● TASK BRIEF
What you need to produce from the material below is an exact transcription of the lines from the one with "index tip: (938, 726)" through the one with "middle tip: (1204, 842)", both included, and no other line.

● MATERIAL FOR THE TASK

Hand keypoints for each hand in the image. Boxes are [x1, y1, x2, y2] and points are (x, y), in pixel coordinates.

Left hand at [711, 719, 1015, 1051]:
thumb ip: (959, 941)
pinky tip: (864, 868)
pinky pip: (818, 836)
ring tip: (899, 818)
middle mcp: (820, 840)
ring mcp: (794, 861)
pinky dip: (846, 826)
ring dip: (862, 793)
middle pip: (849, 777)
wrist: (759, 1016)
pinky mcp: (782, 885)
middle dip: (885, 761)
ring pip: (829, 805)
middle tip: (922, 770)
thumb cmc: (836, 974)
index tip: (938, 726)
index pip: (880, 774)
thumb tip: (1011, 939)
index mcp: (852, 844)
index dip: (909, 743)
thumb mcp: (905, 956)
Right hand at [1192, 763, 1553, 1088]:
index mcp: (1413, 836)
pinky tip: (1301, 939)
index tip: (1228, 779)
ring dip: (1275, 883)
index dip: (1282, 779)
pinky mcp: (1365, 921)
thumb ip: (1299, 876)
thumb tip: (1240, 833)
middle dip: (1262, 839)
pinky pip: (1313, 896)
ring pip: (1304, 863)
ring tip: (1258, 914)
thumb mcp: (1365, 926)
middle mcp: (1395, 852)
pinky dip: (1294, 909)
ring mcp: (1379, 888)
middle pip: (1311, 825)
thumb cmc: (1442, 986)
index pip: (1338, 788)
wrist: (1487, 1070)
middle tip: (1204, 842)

* * *

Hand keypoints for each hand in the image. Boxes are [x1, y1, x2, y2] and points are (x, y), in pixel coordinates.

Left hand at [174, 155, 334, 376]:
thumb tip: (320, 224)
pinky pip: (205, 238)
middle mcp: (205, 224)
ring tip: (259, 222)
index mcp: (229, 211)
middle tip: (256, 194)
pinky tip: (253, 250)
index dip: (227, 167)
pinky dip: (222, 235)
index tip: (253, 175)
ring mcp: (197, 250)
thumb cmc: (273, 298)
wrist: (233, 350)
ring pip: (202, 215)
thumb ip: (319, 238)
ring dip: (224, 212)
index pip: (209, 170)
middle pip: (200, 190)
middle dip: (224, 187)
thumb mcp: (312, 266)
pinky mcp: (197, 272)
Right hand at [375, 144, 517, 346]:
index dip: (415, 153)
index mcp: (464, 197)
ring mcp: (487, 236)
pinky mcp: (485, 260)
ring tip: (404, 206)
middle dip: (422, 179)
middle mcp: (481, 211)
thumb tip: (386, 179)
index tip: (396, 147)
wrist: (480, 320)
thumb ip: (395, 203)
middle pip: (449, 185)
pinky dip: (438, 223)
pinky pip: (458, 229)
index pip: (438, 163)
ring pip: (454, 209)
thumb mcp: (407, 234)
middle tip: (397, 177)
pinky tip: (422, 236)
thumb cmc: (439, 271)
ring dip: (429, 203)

---

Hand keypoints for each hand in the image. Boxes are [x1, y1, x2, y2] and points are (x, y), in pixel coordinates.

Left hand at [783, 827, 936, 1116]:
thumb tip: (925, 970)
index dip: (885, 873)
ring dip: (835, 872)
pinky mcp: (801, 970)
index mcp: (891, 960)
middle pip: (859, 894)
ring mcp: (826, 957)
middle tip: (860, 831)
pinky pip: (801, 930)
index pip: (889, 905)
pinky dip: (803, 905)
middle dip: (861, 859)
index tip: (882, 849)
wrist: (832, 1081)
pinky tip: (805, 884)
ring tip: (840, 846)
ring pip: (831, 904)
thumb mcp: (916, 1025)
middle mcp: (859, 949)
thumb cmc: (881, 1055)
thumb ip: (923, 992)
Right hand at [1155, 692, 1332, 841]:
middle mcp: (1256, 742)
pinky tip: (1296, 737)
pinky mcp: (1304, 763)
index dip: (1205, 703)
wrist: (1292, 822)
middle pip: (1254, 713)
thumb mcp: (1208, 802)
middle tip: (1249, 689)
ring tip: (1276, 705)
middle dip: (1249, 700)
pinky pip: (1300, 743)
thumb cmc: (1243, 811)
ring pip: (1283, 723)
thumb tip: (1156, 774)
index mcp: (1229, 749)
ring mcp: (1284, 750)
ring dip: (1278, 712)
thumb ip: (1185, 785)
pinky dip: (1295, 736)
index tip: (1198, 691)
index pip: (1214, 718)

● WRITTEN RESPONSE
index tip: (938, 726)
index pip: (880, 774)
thumb tip: (1011, 939)
index mcp: (852, 844)
index dip: (909, 743)
thumb mcp: (905, 956)
Right hand at [1192, 763, 1553, 1088]:
index mcp: (1413, 836)
pinky tip: (1301, 939)
index tip: (1228, 779)
ring dip: (1275, 883)
index dip: (1282, 779)
pinky mcp: (1365, 921)
thumb ip: (1299, 876)
thumb tip: (1240, 833)
middle dip: (1262, 839)
pinky pip: (1313, 896)
ring pip: (1304, 863)
ring tip: (1258, 914)
thumb mcp: (1365, 926)
middle mcp: (1395, 852)
pinky dip: (1294, 909)
ring mcp: (1379, 888)
middle pip: (1311, 825)
thumb cmc: (1442, 986)
index pip: (1338, 788)
wrist: (1487, 1070)
middle tip: (1204, 842)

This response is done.